The article below originally appeared in our Weekly Book Newsletter, back in February, but with the recent mainstream coverage of the fact Google is planning to sell ebooks, we thought it might be worth re-posting here: 

As an addendum event to the digital publishing symposium in Melbourne, a ‘digital chat’ session featuring Google’s Chris Palma, was held in February at the State Library of Victoria.

Palma took the audience through the concepts of the Google Books publisher partner program, in which publishers allow Google to scan the full text of books and then make percentages of this content viewable by customers on the publisher’s website or through Google’s search engine.
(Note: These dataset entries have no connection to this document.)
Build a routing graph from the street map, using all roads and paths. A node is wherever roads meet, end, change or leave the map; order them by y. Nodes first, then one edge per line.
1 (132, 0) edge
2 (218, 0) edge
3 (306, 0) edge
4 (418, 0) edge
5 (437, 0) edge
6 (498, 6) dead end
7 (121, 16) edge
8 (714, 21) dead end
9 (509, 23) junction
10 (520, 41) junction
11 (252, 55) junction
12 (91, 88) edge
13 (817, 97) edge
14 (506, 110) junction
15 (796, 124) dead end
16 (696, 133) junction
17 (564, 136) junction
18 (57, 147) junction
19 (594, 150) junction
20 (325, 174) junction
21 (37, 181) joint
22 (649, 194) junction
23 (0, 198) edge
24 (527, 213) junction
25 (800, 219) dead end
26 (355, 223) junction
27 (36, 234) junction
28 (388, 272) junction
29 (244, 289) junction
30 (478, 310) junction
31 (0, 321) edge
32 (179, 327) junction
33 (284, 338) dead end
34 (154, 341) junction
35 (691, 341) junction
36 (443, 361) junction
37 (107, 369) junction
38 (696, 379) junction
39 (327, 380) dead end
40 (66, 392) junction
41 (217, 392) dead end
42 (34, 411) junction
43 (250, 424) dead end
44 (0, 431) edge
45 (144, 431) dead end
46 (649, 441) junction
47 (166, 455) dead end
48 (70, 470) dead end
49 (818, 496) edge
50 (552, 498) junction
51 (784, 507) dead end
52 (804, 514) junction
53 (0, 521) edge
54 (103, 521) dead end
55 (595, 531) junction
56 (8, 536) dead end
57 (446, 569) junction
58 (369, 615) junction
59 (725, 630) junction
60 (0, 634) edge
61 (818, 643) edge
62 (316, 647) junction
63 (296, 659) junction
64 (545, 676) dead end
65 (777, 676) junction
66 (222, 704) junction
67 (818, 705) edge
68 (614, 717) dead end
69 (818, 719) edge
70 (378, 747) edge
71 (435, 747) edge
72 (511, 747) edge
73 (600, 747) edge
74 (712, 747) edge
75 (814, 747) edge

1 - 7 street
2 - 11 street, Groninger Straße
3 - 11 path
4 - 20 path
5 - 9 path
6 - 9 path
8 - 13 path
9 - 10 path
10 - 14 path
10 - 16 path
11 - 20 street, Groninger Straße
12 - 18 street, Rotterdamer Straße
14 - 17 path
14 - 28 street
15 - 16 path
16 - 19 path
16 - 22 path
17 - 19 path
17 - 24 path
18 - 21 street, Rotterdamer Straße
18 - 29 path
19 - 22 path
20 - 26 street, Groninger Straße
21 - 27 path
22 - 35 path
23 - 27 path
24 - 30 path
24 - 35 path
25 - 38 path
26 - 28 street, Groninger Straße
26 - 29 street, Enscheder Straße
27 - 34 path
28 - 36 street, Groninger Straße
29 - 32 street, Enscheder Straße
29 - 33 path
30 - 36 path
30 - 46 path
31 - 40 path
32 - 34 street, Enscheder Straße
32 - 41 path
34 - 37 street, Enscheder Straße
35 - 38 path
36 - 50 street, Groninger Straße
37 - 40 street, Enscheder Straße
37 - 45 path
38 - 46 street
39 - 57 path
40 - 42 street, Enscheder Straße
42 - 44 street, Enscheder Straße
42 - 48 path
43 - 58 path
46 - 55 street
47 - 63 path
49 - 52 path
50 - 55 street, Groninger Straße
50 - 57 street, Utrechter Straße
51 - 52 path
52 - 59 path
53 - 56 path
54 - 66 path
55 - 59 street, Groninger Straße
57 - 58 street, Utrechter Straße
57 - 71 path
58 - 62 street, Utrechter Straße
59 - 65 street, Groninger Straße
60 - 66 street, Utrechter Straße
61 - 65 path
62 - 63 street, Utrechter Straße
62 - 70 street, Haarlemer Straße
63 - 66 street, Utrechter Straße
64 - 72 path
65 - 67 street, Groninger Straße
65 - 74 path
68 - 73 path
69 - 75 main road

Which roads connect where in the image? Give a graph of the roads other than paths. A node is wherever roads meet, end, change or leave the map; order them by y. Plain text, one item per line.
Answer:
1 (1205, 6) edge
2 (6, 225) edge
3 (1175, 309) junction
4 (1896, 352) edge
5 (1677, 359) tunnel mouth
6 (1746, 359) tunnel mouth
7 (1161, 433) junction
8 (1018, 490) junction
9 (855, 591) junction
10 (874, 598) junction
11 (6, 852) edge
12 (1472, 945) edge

Interestingly, Palma said that when publishers in the program increased the percentage of the full-text that was viewable, the hits on the publisher’s ‘buy’ button for those books increased. While he did not recommend making the full 100% available to read he did say that ‘north of 20%’ resulted in more purchases.

Google Editions
Palma also outlined the workings of Google Editions, an ebook warehouse ‘in the cloud’ that would allow readers to purchase ebooks (in the case of Google Editions a license to read the electronic version of the book anywhere ‘in perpetuity’) via Google, a publisher’s website or through retailers’ sites (the latter being Google’s professed preference).

Under the Google Editions model, a book’s publisher retains 63% of revenue from a book sale while Google retains the remaining 37% or splits it with any retailer (in a split that is individually negotiated).

Some in the audience voiced concern that Google would ultimately push booksellers out of the supply chain, a claim that Palma insisted was not the case, emphasising that Google was not good at ‘merchandising’ and that its speciality was its search capability. ‘It’s about surfacing books’ for Google users who might not otherwise even have considered purchasing one, he said.

[Then] Australian Booksellers Association CEO Malcolm Neil [update: Neil has since joined REDgroup Retail, owner of Borders, Angus & Robertson and Whitcoulls in Australia and New Zealand, as Communications manager] said he was not concerned about Google’s entry into the digital supply chain and that it could in fact be of benefit, especially to independent booksellers. ‘I’m particularly excited about Google Editions,’ he said. ‘In the world of internet behemoths Google is more bookseller-friendly than most.’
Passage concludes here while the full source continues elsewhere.